Sunday, January 4, 2009

An Odyssey

It all began when Tara said a tongue twister on New Year's Eve. We were having one of those conversations about everything-- childbirth, the mind's ability to forget the physical sensation of pain, god, atheism, death, humans, tribes. You name it, we talked about it. Some time in the evening she said: rubber baby buggy bumpers.

At first I thought she said the name of a film I had long ago forgotten, but she said it was just a tongue twister. But why did it remind me of a film title? And what was the film? Well, googling rubber baby buggy bumpers did not yield any movies. What was I thinking?

On the first day of the year, Roger was sick and so was the cat. Actually the cat was on the mend after two visits to the vet. One for a routine check up on the 30th, and the other on the 31st for emergency hydration and kitty ibuprofen to counteract the side effects of the vaccines we had stupidly allowed him to be given. Roger was pretty damned sick, though. He had a cough and was running a 101.5 fever by the time night fell.

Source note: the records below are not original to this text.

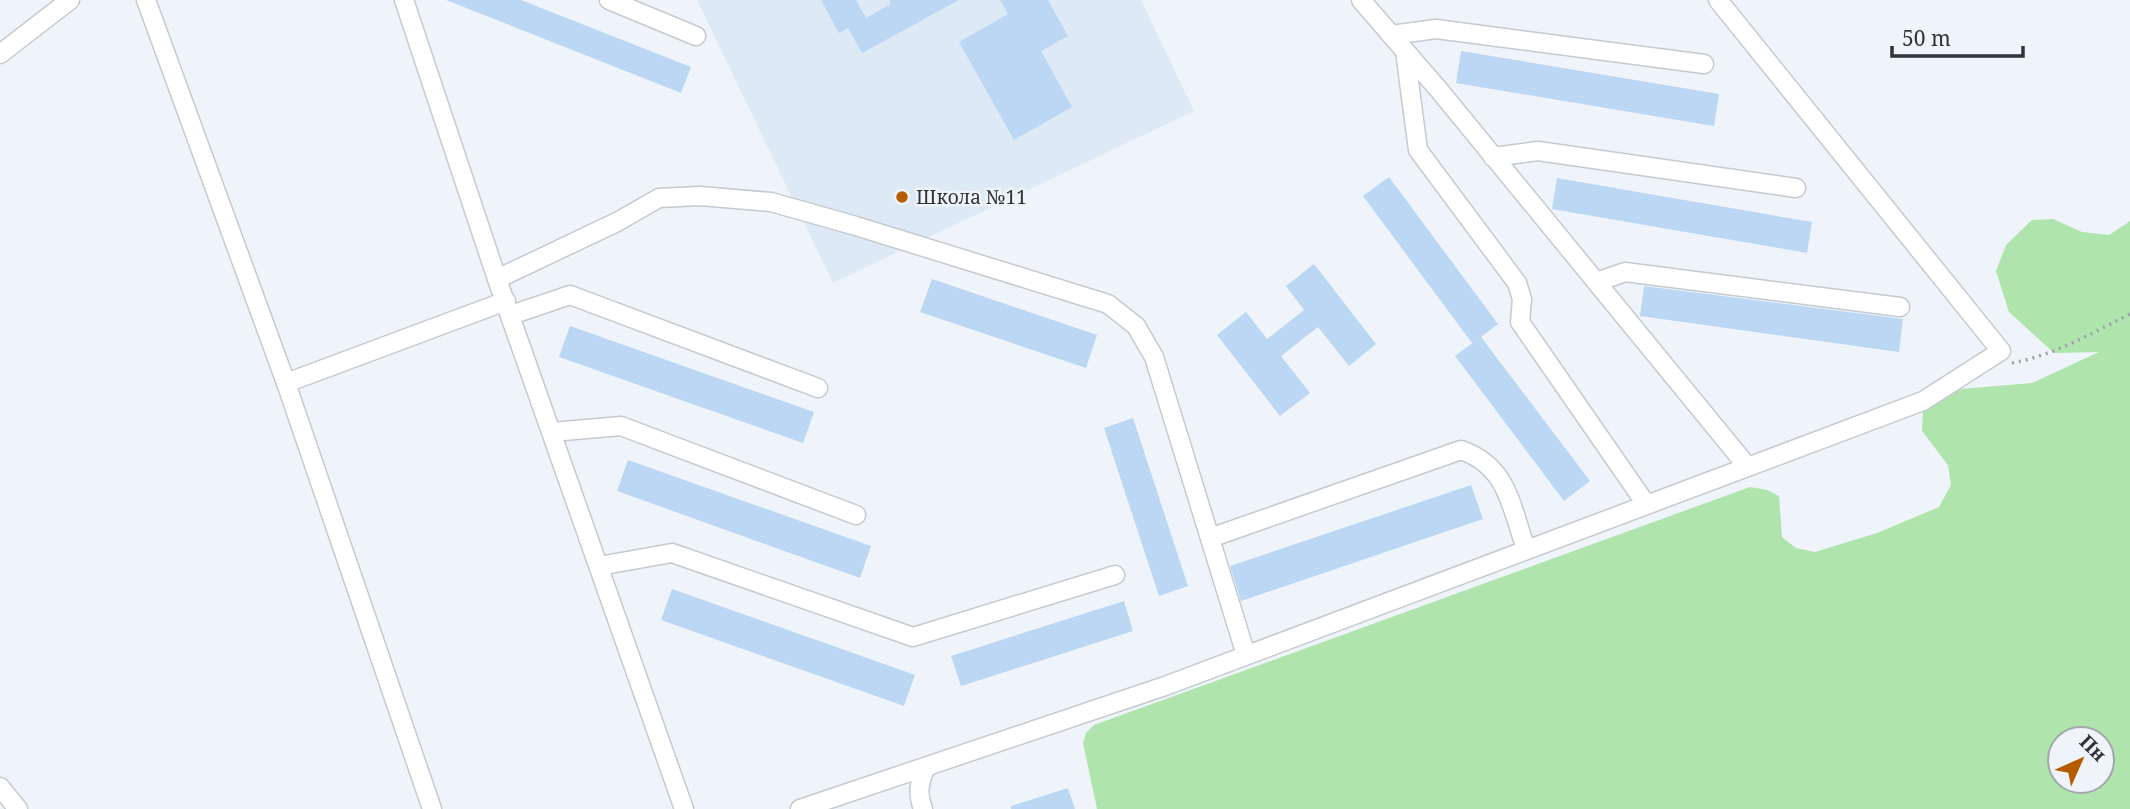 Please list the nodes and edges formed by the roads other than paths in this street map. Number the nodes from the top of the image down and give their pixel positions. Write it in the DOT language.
graph roads {
  1 [pos="69,0"];
  2 [pos="146,0"];
  3 [pos="404,0"];
  4 [pos="609,0"];
  5 [pos="1361,0"];
  6 [pos="1718,0"];
  7 [pos="1391,35"];
  8 [pos="696,36"];
  9 [pos="1405,51"];
  10 [pos="0,54"];
  11 [pos="1704,64"];
  12 [pos="1493,157"];
  13 [pos="1796,188"];
  14 [pos="496,279"];
  15 [pos="1597,282"];
  16 [pos="1900,307"];
  17 [pos="508,308"];
  18 [pos="286,383"];
  19 [pos="817,388"];
  20 [pos="552,432"];
  21 [pos="1747,466"];
  22 [pos="1646,504"];
  23 [pos="856,515"];
  24 [pos="1210,538"];
  25 [pos="1526,550"];
  26 [pos="599,566"];
  27 [pos="1115,575"];
  28 [pos="1246,655"];
  29 [pos="926,767"];
  30 [pos="0,787"];
  31 [pos="18,809"];
  32 [pos="432,809"];
  33 [pos="684,809"];
  34 [pos="800,809"];
  35 [pos="923,809"];
  1 -- 10 [label="street"];
  2 -- 18 [label="street"];
  3 -- 14 [label="street"];
  4 -- 8 [label="street"];
  5 -- 7 [label="street"];
  6 -- 21 [label="street"];
  7 -- 9 [label="street"];
  7 -- 11 [label="street"];
  9 -- 12 [label="street"];
  9 -- 22 [label="street"];
  12 -- 13 [label="street"];
  12 -- 15 [label="street"];
  14 -- 17 [label="street"];
  14 -- 24 [label="street"];
  15 -- 16 [label="street"];
  15 -- 21 [label="street"];
  17 -- 18 [label="street"];
  17 -- 19 [label="street"];
  17 -- 20 [label="street"];
  18 -- 32 [label="street"];
  20 -- 23 [label="street"];
  20 -- 26 [label="street"];
  21 -- 22 [label="street"];
  22 -- 25 [label="street"];
  24 -- 25 [label="street"];
  24 -- 28 [label="street"];
  25 -- 28 [label="street"];
  26 -- 27 [label="street"];
  26 -- 33 [label="street"];
  28 -- 29 [label="street"];
  29 -- 34 [label="street"];
  29 -- 35 [label="street"];
  30 -- 31 [label="street"];
}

I made a big pot of chicken soup, but was still sidetracked by the idea of a movie. Something from the early 60s by an avant garde, experimental filmmaker, a four-word title and one of them was baby. What was it? What was it? Then I remembered a second word, water. I googled baby water film. There it was: Window Water Baby Moving by Stan Brakhage. An extremely intimate look at the birth of his first daughter in 13 dizzyingly close, close-up minutes. Okay, problem solved. (Be forewarned, if you watch the film, it's graphic in the sense that in our culture we hide human bodies, and do not regularly see a woman's body this intimately unless it's meant for prurient interest, which this is NOT.)

But what was Stan Brakhage up to anyway? Well, he's dead. He died in 2003, but before that, he had hooked up with a fellow professor at the University of Colorado, the rather avant garde microbiologist and inventor, Igor Gamow (son of a famous cosmologist, whose work lent theoretical support to the big bang theory). Further research led us to look for a film that we thought would be pretty interesting: Dinner with Brakhage and Gamow. Imagine listening in on their dinner conversation. We thought that could be pretty edifying.

Unfortunately, only a short trailer for the film is available. We did find another film of Igor Gamow's life, but it wasn't all that interesting. It did however yield the very beautiful music of Peppino D'Agostino. If you like fine acoustic guitar music, this guitarist will absolutely delight you. One of his songs was the soundtrack on the Gamow biography. How lucky to have followed that lead.

By January 2nd, Roger was feeling well enough to take a short walk down to the wharf. Everyday we see fishermen and deliverymen, sweethearts and families amble up and down here on these old planks. When we got to the end of the wharf we found this rose. Someone among the daily throngs had left it there for his recently deceased wife. The attached note said that he had proposed to her there nine years earlier and thanked her again for saying yes. It struck us as a singularly beautiful gesture, and a poignant end to an odyssey.